What to produce - For the word "connect", find each line in the entries where it occurs and copy that line.

Available data -
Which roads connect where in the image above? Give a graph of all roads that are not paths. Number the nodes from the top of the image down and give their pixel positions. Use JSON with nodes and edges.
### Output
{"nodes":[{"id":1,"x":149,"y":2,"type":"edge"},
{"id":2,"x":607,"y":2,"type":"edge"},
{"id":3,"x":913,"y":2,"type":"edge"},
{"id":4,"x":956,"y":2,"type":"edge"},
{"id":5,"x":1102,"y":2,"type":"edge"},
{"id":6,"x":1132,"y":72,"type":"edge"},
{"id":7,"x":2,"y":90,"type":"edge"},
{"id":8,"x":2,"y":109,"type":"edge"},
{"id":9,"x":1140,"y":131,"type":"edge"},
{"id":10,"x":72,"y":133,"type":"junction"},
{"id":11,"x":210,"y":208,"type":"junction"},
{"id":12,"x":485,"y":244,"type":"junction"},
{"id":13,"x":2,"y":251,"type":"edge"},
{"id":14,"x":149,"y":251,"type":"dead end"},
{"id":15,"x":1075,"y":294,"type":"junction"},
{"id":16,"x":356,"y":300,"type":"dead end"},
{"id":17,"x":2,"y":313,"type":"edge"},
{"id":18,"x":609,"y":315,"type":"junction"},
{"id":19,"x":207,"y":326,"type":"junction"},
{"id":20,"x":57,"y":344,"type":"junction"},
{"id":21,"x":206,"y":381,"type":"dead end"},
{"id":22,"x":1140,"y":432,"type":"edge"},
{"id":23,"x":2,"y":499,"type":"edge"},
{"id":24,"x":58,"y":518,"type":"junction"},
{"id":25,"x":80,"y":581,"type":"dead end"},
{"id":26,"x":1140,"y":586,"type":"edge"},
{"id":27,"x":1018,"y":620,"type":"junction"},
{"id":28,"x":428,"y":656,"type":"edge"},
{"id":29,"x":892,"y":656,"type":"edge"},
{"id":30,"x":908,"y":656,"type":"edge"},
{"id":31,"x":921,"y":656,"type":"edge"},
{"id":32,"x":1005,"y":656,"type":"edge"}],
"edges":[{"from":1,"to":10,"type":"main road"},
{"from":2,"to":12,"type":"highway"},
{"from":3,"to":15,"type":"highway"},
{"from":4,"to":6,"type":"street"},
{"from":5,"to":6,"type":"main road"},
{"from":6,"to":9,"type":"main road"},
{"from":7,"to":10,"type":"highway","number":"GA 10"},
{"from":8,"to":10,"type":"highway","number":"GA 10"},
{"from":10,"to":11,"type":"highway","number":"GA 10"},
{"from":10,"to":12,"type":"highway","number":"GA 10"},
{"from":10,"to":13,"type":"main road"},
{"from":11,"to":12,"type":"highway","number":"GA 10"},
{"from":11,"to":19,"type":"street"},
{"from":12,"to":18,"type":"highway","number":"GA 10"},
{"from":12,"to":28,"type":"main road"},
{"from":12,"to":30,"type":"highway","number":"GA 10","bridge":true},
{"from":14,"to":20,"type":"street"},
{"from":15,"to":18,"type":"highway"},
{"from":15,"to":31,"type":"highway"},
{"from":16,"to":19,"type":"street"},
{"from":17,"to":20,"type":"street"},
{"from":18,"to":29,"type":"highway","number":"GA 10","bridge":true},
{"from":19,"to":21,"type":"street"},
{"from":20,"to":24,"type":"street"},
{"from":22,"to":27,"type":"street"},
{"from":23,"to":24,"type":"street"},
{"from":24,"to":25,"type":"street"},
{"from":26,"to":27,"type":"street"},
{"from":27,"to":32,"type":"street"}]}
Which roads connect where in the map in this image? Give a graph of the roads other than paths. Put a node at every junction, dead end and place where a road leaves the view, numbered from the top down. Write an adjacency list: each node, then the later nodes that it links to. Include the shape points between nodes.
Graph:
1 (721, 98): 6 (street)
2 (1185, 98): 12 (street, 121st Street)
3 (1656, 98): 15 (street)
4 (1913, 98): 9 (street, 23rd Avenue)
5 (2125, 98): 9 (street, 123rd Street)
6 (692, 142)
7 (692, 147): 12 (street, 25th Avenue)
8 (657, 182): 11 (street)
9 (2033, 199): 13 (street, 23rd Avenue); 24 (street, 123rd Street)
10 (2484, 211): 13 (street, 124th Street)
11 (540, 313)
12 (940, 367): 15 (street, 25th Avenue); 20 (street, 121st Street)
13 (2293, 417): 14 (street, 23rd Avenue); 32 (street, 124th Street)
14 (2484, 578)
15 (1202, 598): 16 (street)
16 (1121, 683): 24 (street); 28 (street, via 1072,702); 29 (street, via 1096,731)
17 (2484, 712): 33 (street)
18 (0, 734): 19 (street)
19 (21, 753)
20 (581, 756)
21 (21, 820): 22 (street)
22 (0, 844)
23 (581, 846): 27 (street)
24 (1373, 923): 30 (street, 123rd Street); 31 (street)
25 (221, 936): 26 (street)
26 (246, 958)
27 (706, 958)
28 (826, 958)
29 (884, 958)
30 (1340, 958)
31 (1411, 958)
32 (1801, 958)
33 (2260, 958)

Expected answer -
Which roads connect where in the image above? Give a graph of all roads that are not paths. Number the nodes from the top of the image down and give their pixel positions. Use JSON with nodes and edges.
Which roads connect where in the map in this image? Give a graph of the roads other than paths. Put a node at every junction, dead end and place where a road leaves the view, numbered from the top down. Write an adjacency list: each node, then the later nodes that it links to. Include the shape points between nodes.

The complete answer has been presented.